Since you’ve been gone, I’ve struggled so much with regaining my creative spirit.
So much so that I almost lost it entirely.
As someone who has always been a lover of all things artistic; painting, reading, film, photography, and especially writing—it’s been absolutely devastating.
Not as devastating as losing you, of course. But it equally shaped me into who I was, arguably just as much as you did.
And I thought that, maybe, after I finally managed to somehow crawl over that five-year hurdle of life without you, I could find it within myself to love being creative again.
I’ve heard that that’s what happens a lot of the time, anyways.

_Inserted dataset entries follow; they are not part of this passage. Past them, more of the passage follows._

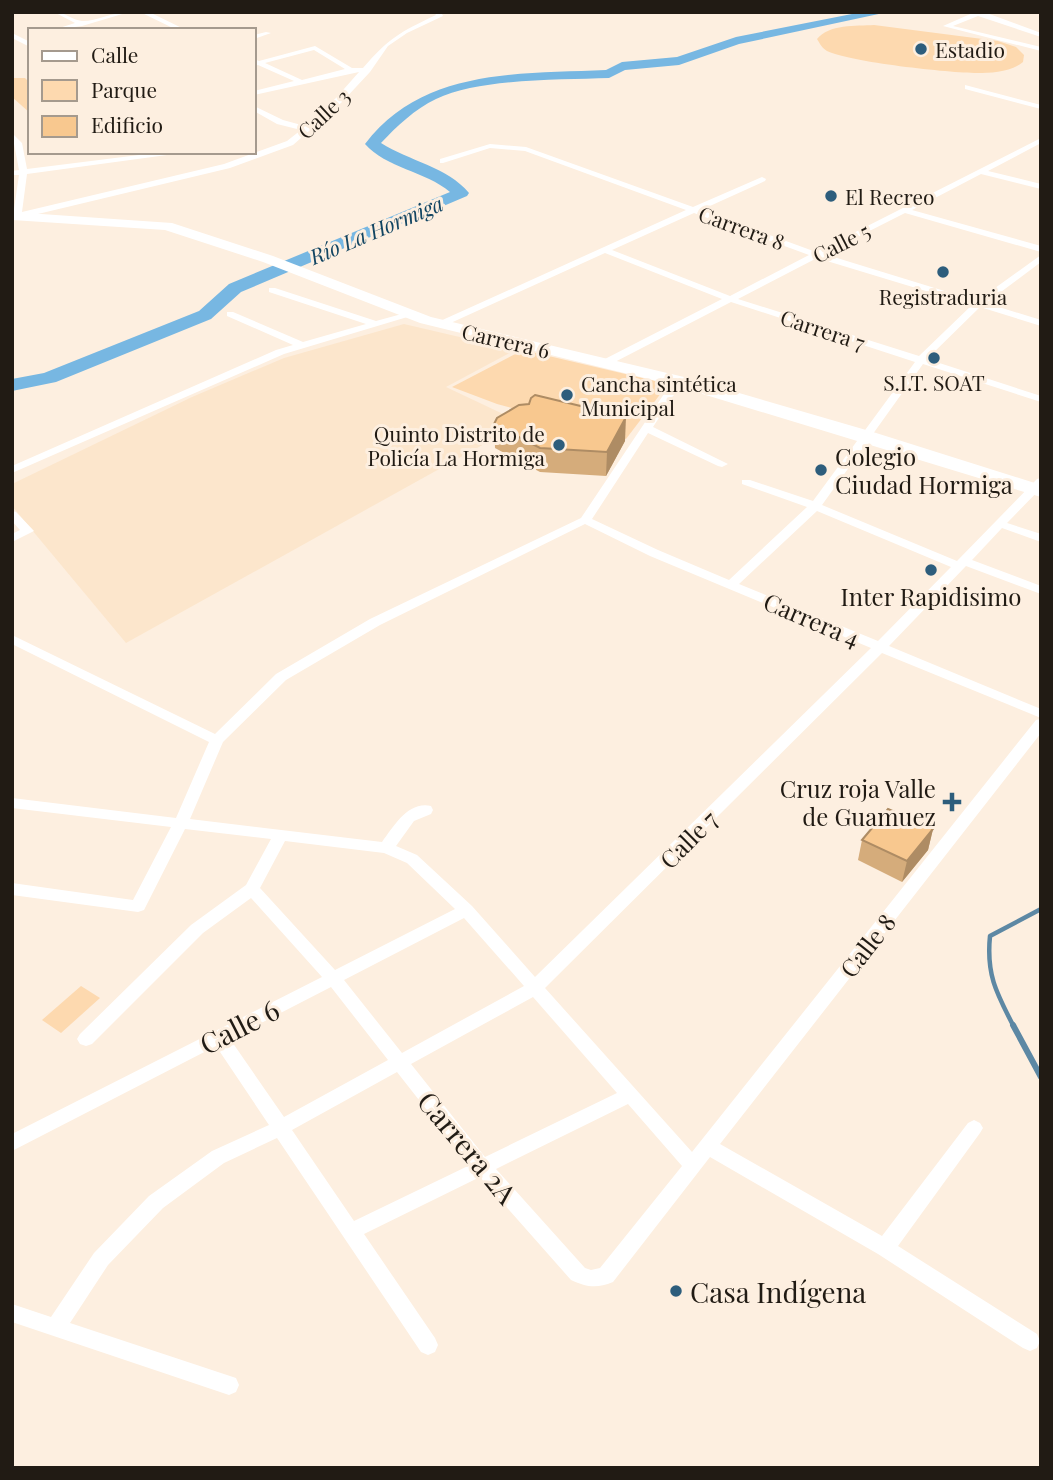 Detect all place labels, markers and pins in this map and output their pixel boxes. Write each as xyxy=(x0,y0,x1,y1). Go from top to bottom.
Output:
place label: Estadio xyxy=(935,35,1005,63)
marker: Estadio xyxy=(913,41,929,57)
place label: El Recreo xyxy=(845,182,935,210)
marker: El Recreo xyxy=(823,188,839,204)
marker: Registraduria xyxy=(935,264,951,280)
place label: Registraduria xyxy=(879,282,1008,310)
marker: S.I.T. SOAT xyxy=(926,350,942,366)
place label: S.I.T. SOAT xyxy=(883,368,985,396)
place label: Cancha sintética Municipal xyxy=(581,369,737,421)
marker: Cancha sintética Municipal xyxy=(559,387,575,403)
place label: Quinto Distrito de Policía La Hormiga xyxy=(367,419,546,471)
marker: Quinto Distrito de Policía La Hormiga xyxy=(551,437,567,453)
place label: Colegio Ciudad Hormiga xyxy=(835,440,1013,500)
marker: Colegio Ciudad Hormiga xyxy=(813,462,829,478)
marker: Inter Rapidisimo xyxy=(923,562,939,578)
place label: Inter Rapidisimo xyxy=(841,580,1021,612)
place label: Cruz roja Valle de Guamuez xyxy=(780,772,936,832)
marker: Cruz roja Valle de Guamuez xyxy=(942,792,962,812)
place label: Casa Indígena xyxy=(690,1273,866,1310)
marker: Casa Indígena xyxy=(668,1283,684,1299) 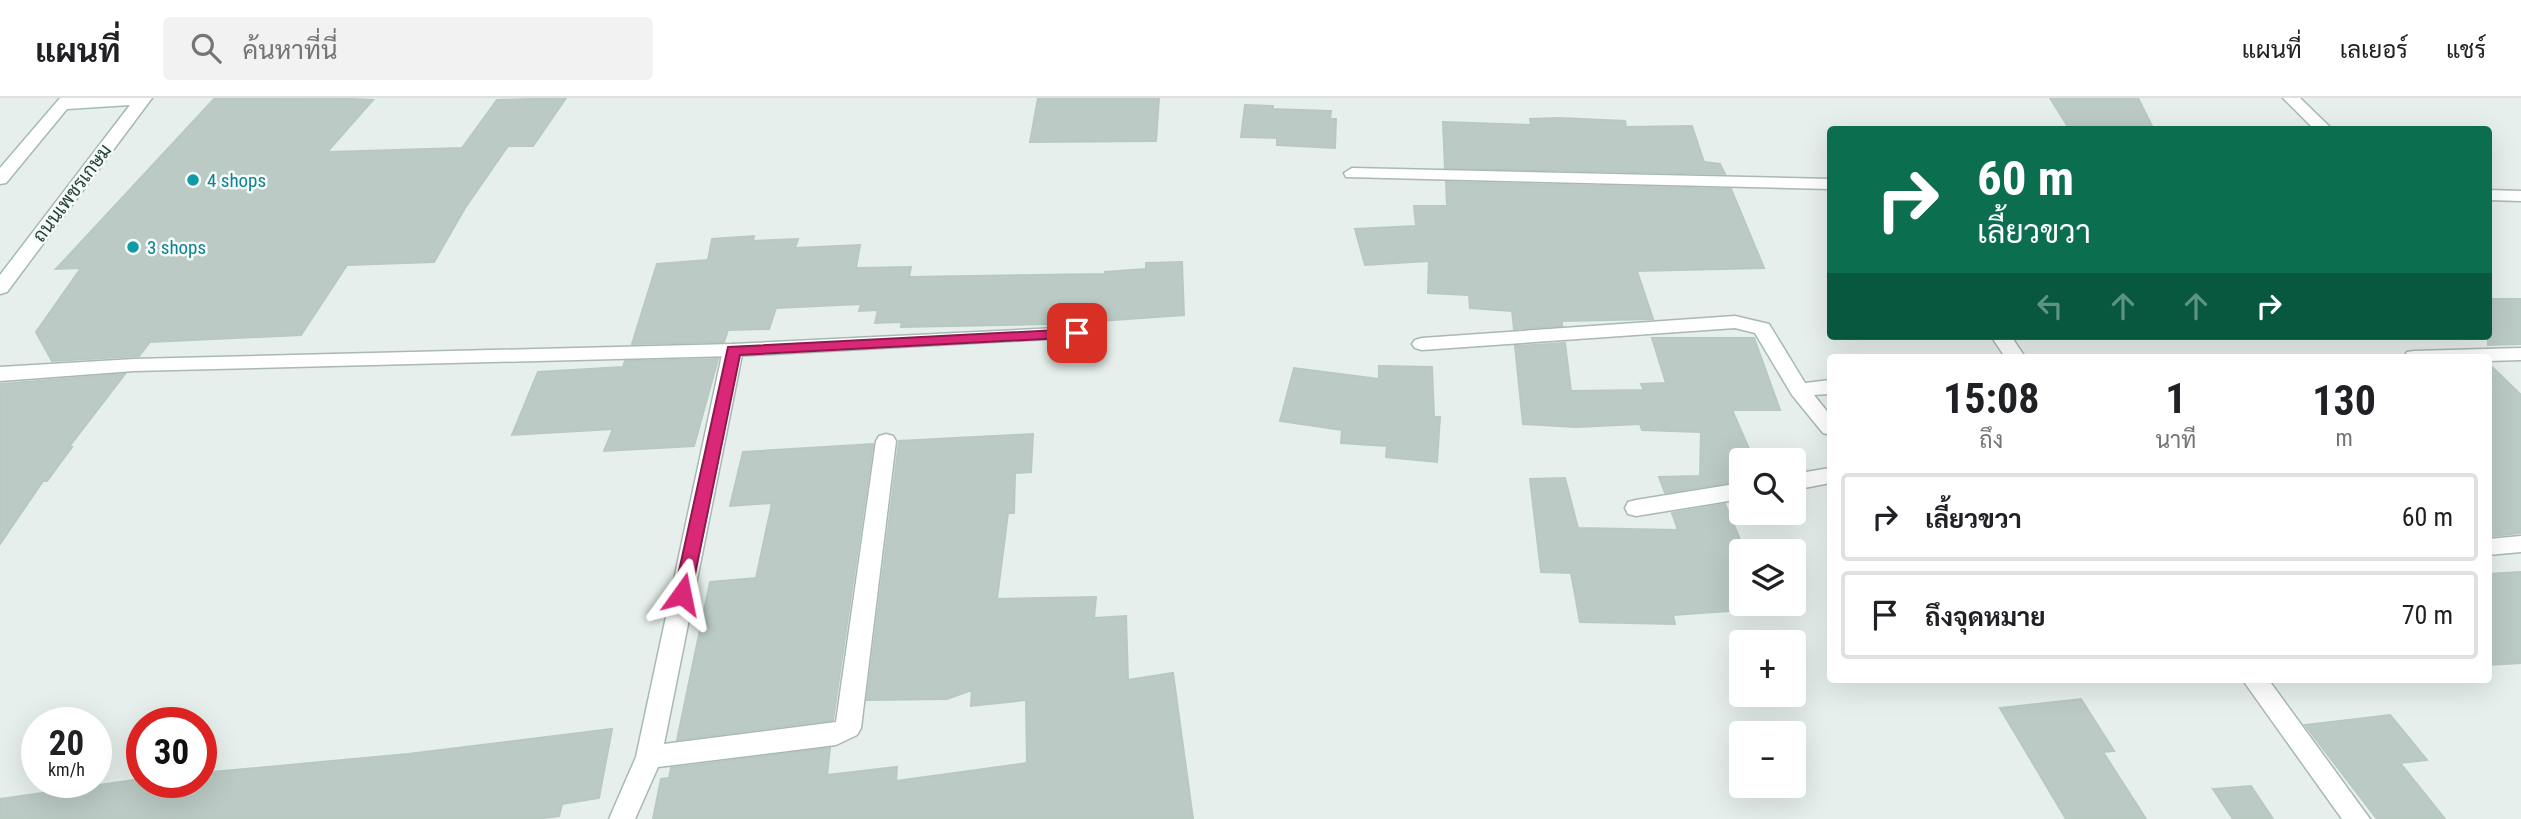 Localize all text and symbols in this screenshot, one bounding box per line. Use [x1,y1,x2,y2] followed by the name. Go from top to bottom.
[163,17,653,80] search box
[187,29,225,67] icon: search
[35,31,121,70] text: แผนที่
[243,35,338,65] text: ค้นหาที่นี่
[2242,36,2302,64] text: แผนที่
[2340,36,2408,64] text: เลเยอร์
[2446,36,2486,64] text: แชร์
[28,139,116,247] street label: ถนนเพชรเกษม
[1977,150,2074,207] text: 60 m
[1862,154,1953,245] icon: right
[207,169,266,192] place label: 4 shops
[185,172,201,188] marker: 4 shops
[1977,213,2091,251] text: เลี้ยวขวา
[147,236,206,259] place label: 3 shops
[125,239,141,255] marker: 3 shops
[2031,287,2069,325] icon: left
[2104,287,2142,325] icon: ahead
[2177,287,2215,325] icon: ahead
[2250,287,2288,325] icon: right
[1047,303,1107,363] pin
[1058,314,1096,352] icon: arrive
[1943,374,2039,423] text: 15:08
[2165,374,2186,423] text: 1
[2312,376,2376,425] text: 130
[2335,425,2353,452] text: m
[1979,427,2003,454] text: ถึง
[2155,427,2196,454] text: นาที
[1729,448,1806,798] map controls
[1729,448,1806,525] button: search
[1866,498,1904,536] icon: right
[2402,502,2453,532] text: 60 m
[1925,504,2022,534] text: เลี้ยวขวา
[1729,539,1806,616] button: layers
[645,557,719,631] position arrow
[1866,596,1904,634] icon: arrive
[2402,600,2453,630] text: 70 m
[1925,602,2046,632] text: ถึงจุดหมาย
[1729,630,1806,707] button: +
[126,707,217,798] speed limit sign: 30
[1729,721,1806,798] button: −
[49,723,84,764] text: 20
[48,759,85,780] text: km/h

I miss who I was before so much sometimes that it aches.
But I still don’t really feel any different.
Sure, within the past five years, I’ve had a few spurts here and there of creative energy where I was writing all of the time. They were glorious, but brief moments. The periods in between were much worse, much longer, and much heavier.
Nowadays, though, for the most part, on the rare occasions when I actually try to write, I often end up an hour later with nothing but useless words on crumbled pieces of paper scattered all around me.
It’s because of those many failed moments that I’m really starting to fear that my creative spirit has been lost forever.
Or, at the very least, will never return to what it once was, ever again.
And that haunts me almost as much as you do.
Today’s prompt comes from my own thoughts and feelings. Each of these letters to my dad are written candidly; unedited and unfiltered.